ACTION ITEM. Output all of the data below without changing a word, and exclude the pictures.

DATA SUPPLIED.
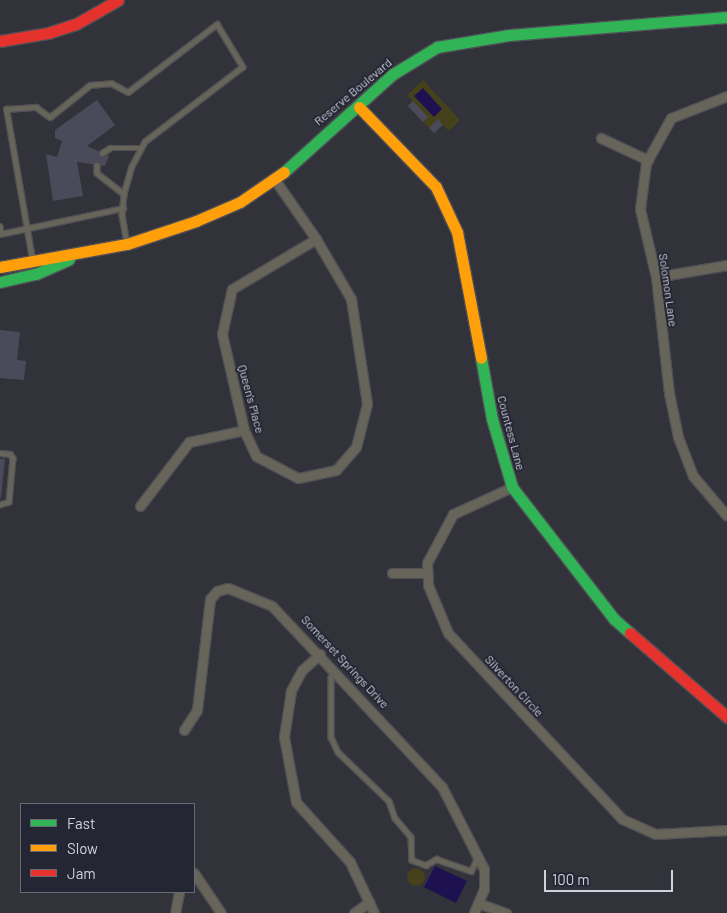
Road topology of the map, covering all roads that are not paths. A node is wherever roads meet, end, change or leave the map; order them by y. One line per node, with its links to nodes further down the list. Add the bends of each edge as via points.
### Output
1 (118, 0): 3 (main road, via 76,24 48,33)
2 (727, 17): 5 (main road, Reserve Boulevard, via 509,35 437,47 393,74)
3 (0, 41)
4 (727, 96): 11 (street, Solomon Lane, via 671,118)
5 (359, 107): 13 (main road, Reserve Boulevard, via 311,145); 29 (main road, Countess Lane, via 436,187 456,232 492,419)
6 (6, 109): 7 (lane); 9 (lane, via 36,107 50,117 90,85 111,83 128,92 217,24 243,67); 17 (lane)
7 (0, 111)
8 (601, 138): 11 (street)
9 (142, 148): 10 (lane, via 110,148); 14 (lane, via 132,166)
10 (102, 153)
11 (648, 160): 25 (street, Solomon Lane, via 640,209)
12 (96, 165): 14 (lane, via 98,173)
13 (275, 180): 19 (street, Queen's Place); 20 (main road, Reserve Boulevard, via 240,202)
14 (124, 194): 15 (lane)
15 (123, 208): 17 (lane); 20 (lane)
16 (0, 226): 18 (lane)
17 (28, 229): 18 (lane); 22 (lane)
18 (1, 234)
19 (316, 239): 27 (street, Queen's Place, via 232,289 222,334); 27 (street, Queen's Place, via 351,299 367,404 356,447 336,470 298,478 256,456)
20 (127, 244): 21 (main road, Reserve Boulevard)
21 (80, 253): 22 (main road, Reserve Boulevard); 26 (main road, Reserve Boulevard, via 36,274)
22 (32, 260): 24 (main road, Reserve Boulevard)
23 (727, 265): 25 (street)
24 (0, 267)
25 (656, 277): 32 (street, Solomon Lane, via 669,393 678,437 693,476)
26 (0, 282)
27 (244, 430): 31 (street, via 189,442)
28 (0, 453): 30 (lane, via 10,454 13,458 9,502)
29 (512, 486): 34 (street, Silverton Circle, via 453,514 427,563); 37 (main road, Countess Lane, via 614,619)
30 (0, 505)
31 (140, 506)
32 (727, 516)
33 (392, 573): 34 (street)
34 (428, 573): 39 (street, Silverton Circle, via 428,585 448,633 622,818 656,834)
35 (320, 654): 36 (street, Somerset Springs Drive); 38 (street, Somerset Springs Drive, via 272,606 228,588 217,591 207,608 197,710); 43 (street, via 302,670 291,691 284,737 296,802 350,862)
36 (335, 671): 40 (street, Somerset Springs Drive, via 442,787); 40 (lane, via 331,677 331,737 338,752 389,801 395,818 411,837 412,860 426,865 436,859 471,871)
37 (727, 717)
38 (184, 730)
39 (727, 830)
40 (478, 853): 44 (street, Somerset Springs Drive, via 485,879)
41 (195, 874): 46 (street)
42 (179, 893): 45 (street)
43 (369, 902): 47 (street); 48 (street)
44 (478, 903): 49 (street, Somerset Springs Drive); 50 (street)
45 (175, 913)
46 (221, 913)
47 (354, 913)
48 (374, 913)
49 (474, 913)
50 (506, 913)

SOLUTION.
Road topology of the map, covering all roads that are not paths. A node is wherever roads meet, end, change or leave the map; order them by y. One line per node, with its links to nodes further down the list. Add the bends of each edge as via points.
### Output
1 (118, 0): 3 (main road, via 76,24 48,33)
2 (727, 17): 5 (main road, Reserve Boulevard, via 509,35 437,47 393,74)
3 (0, 41)
4 (727, 96): 11 (street, Solomon Lane, via 671,118)
5 (359, 107): 13 (main road, Reserve Boulevard, via 311,145); 29 (main road, Countess Lane, via 436,187 456,232 492,419)
6 (6, 109): 7 (lane); 9 (lane, via 36,107 50,117 90,85 111,83 128,92 217,24 243,67); 17 (lane)
7 (0, 111)
8 (601, 138): 11 (street)
9 (142, 148): 10 (lane, via 110,148); 14 (lane, via 132,166)
10 (102, 153)
11 (648, 160): 25 (street, Solomon Lane, via 640,209)
12 (96, 165): 14 (lane, via 98,173)
13 (275, 180): 19 (street, Queen's Place); 20 (main road, Reserve Boulevard, via 240,202)
14 (124, 194): 15 (lane)
15 (123, 208): 17 (lane); 20 (lane)
16 (0, 226): 18 (lane)
17 (28, 229): 18 (lane); 22 (lane)
18 (1, 234)
19 (316, 239): 27 (street, Queen's Place, via 232,289 222,334); 27 (street, Queen's Place, via 351,299 367,404 356,447 336,470 298,478 256,456)
20 (127, 244): 21 (main road, Reserve Boulevard)
21 (80, 253): 22 (main road, Reserve Boulevard); 26 (main road, Reserve Boulevard, via 36,274)
22 (32, 260): 24 (main road, Reserve Boulevard)
23 (727, 265): 25 (street)
24 (0, 267)
25 (656, 277): 32 (street, Solomon Lane, via 669,393 678,437 693,476)
26 (0, 282)
27 (244, 430): 31 (street, via 189,442)
28 (0, 453): 30 (lane, via 10,454 13,458 9,502)
29 (512, 486): 34 (street, Silverton Circle, via 453,514 427,563); 37 (main road, Countess Lane, via 614,619)
30 (0, 505)
31 (140, 506)
32 (727, 516)
33 (392, 573): 34 (street)
34 (428, 573): 39 (street, Silverton Circle, via 428,585 448,633 622,818 656,834)
35 (320, 654): 36 (street, Somerset Springs Drive); 38 (street, Somerset Springs Drive, via 272,606 228,588 217,591 207,608 197,710); 43 (street, via 302,670 291,691 284,737 296,802 350,862)
36 (335, 671): 40 (street, Somerset Springs Drive, via 442,787); 40 (lane, via 331,677 331,737 338,752 389,801 395,818 411,837 412,860 426,865 436,859 471,871)
37 (727, 717)
38 (184, 730)
39 (727, 830)
40 (478, 853): 44 (street, Somerset Springs Drive, via 485,879)
41 (195, 874): 46 (street)
42 (179, 893): 45 (street)
43 (369, 902): 47 (street); 48 (street)
44 (478, 903): 49 (street, Somerset Springs Drive); 50 (street)
45 (175, 913)
46 (221, 913)
47 (354, 913)
48 (374, 913)
49 (474, 913)
50 (506, 913)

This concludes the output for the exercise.